RE: Text to Speech Library (Windows only) - SMcNeill - 10-26-2022

(10-26-2022, 12:25 PM)Dimster Wrote: OH Lord ... I didn't intend that question to put any added work on your shoulders Steve. I'm having no problems with speech in graphic screens by simply separating the screen text from the spoken word

(ie _PrintString (10,25),"This Next Display is the contents of the Array Catch All"
Speech_Say ,"This Next Display is the contents of the Array Catch All")

No extra work for this little addition at all. Just add a quick sub to handle the work as desired:

Code: (Select All)
_Title "Steve's Powershell Speech Library"

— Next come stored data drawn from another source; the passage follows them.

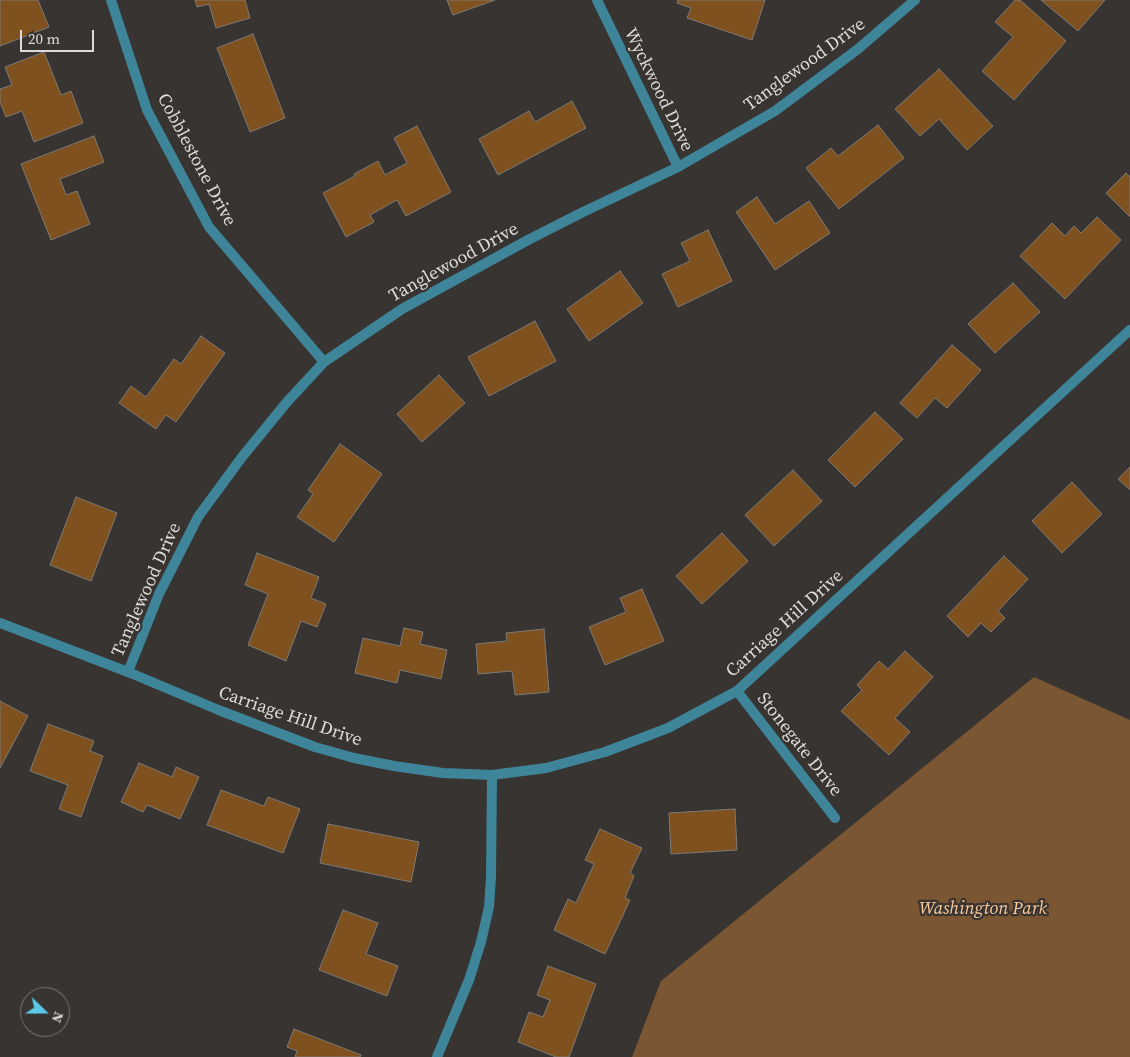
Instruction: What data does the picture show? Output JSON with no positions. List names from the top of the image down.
{
  "streets": {
    "street": [
      "Tanglewood Drive",
      "Wyckwood Drive",
      "Cobblestone Drive",
      "Carriage Hill Drive",
      "Stonegate Drive"
    ]
  },
  "crossings": [
    ["Tanglewood Drive", "Wyckwood Drive"],
    ["Tanglewood Drive", "Cobblestone Drive"],
    ["Tanglewood Drive", "Carriage Hill Drive"],
    ["Carriage Hill Drive", "Stonegate Drive"]
  ],
  "parks": ["Washington Park"],
  "scale_bar": "20 m",
  "north": "right"
}
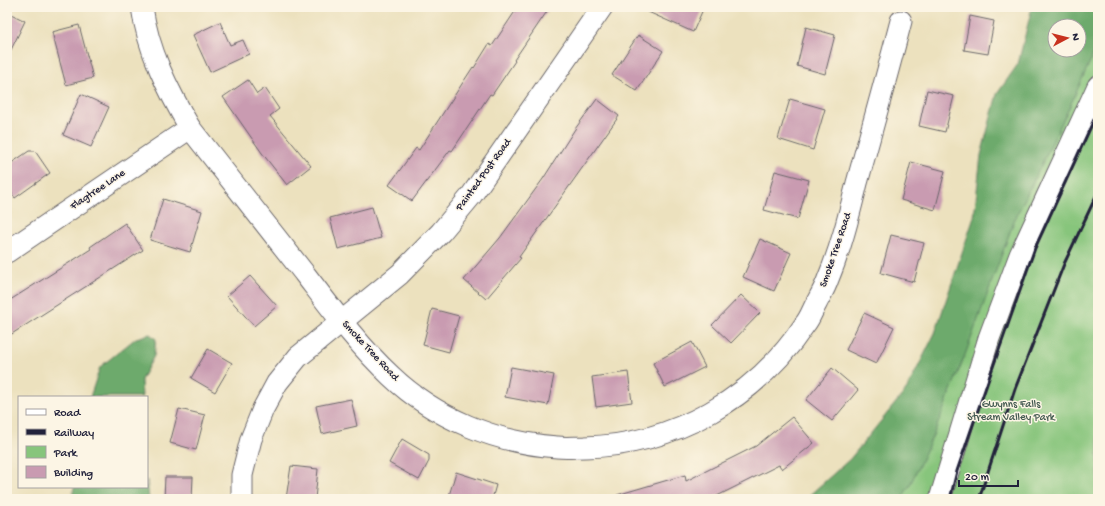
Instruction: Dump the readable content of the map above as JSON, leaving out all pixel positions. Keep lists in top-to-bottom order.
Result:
{
  "streets": {
    "street": ["Painted Post Road", "Flagtree Lane", "Smoke Tree Road"]
  },
  "crossings": [
    ["Painted Post Road", "Smoke Tree Road"],
    ["Flagtree Lane", "Smoke Tree Road"]
  ],
  "parks": ["Gwynns Falls Stream Valley Park"],
  "legend": [
    "Road",
    "Railway",
    "Park",
    "Building"
  ],
  "scale_bar": "20 m",
  "north": "right"
}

Speech_IoR 'initialize or reset speech options

Speech_SaP "Hello World, This is a normal speed demo of David's voice" 'speak and print

_Delay 2

Speech_Speaker "Ziva"

Speech_Say "Hello again.  This is a normal speed demo of Ziva's voice." 'just speak this one

_Delay 2

Speech_Speaker "David"

Speech_Speed -10

Speech_SaP "And now I'm speaking as David, but I'm speaking veeery slow."

_Delay 2

Speech_Speaker "Ziva"

Speech_Speed 5

Speech_SaP "And now I'm a very hyper Ziva!"

_Delay 2

Speech_Speed 0

Speech_Volume 30

Speech_SaP "And now I'm whispering to you that I'm done with my demo!"

Speech_SaPS 10, 15, "And now I'm using PRINTSTRING and SPEAKING!"

'$INCLUDE:'TextToSpeech.BM'

Sub Speech_SaPS (x, y, text$) 'Speak and PrintString

    _PrintString (x, y), text$

    Speech_Say text$

End Sub

RE: Text to Speech Library (Windows only) - Dimster - 10-26-2022

Works like a charm - thanks Mr. Wizzard

RE: Text to Speech Library (Windows only) - SMcNeill - 11-06-2022

(10-25-2022, 01:21 PM)Spriggsy Wrote: Steve, now you need to do Speech to Text (which PowerShell does support).

I was playing around with this concept a little bit this evening. From what I can tell, it's a worthless endeavor. Try this little powershell snippet out for example (save as something like "Test.ps1").

Code: (Select All)
add-type -assemblyname system.speech

$sp = [System.Speech.Recognition.SpeechRecognitionEngine]::new()

$sp.LoadGrammar([System.Speech.Recognition.DictationGrammar]::new())

$sp.SetInputToDefaultAudioDevice()

$result = $sp.Recognize()

$result

Now, powershell didn't like me just running the file as it exists, so I had to bypass a few security settings with:

Code: (Select All)
powershell -executionpolicy ByPass -File .\Test.ps1

Run it, and you get a blank prompt which basically appears to do nothing. (It's waiting a few seconds for you to talk to it...) Say something, and watch the hilarity ensue as it tries to decipher what you just said.

"Do you understand me at all?":

Code: (Select All)
Audio                : System.Speech.Recognition.RecognizedAudio

Alternates          : {0, 0, 0, 0...}

Text                : Then we now understand me at all

Confidence          : 0.08942806

Words                : {System.Speech.Recognition.RecognizedWordUnit, System.Speech.Recognition.RecognizedWordUnit,

                      System.Speech.Recognition.RecognizedWordUnit, System.Speech.Recognition.RecognizedWordUnit...}

Semantics            : {}

Homophones          : {0, 0, 0, 0...}

Grammar              : System.Speech.Recognition.DictationGrammar

ReplacementWordUnits : {System.Speech.Recognition.ReplacementText}

HomophoneGroupId    : 0

About 9% confidence that "Then we now understand me at all" is what I said...

And so, I tested it multiple times with a simple "HELLO WORLD" speech... My results were:

Code: (Select All)
Text                : A year later in

Text                : Al Oleg

Text                : The Moraga

Text                : The elena's

Text                : That illusion were in

5 tries, and as you can see, 5 nonsensical translations of what I said.

Now, is this an issue of a poor microphone? Poor speech training on my PC?

Code: (Select All)
I don't know the problem seems to be that it just doesn't understand me because these last few lines here I dictated flawlessly into Microsoft Word with my same setup on my PC

As it looks to me, Powershell speech-to-text isn't something worth me wasting my time exploring, since it never seems to generate more than an 8% certainty on anything I say.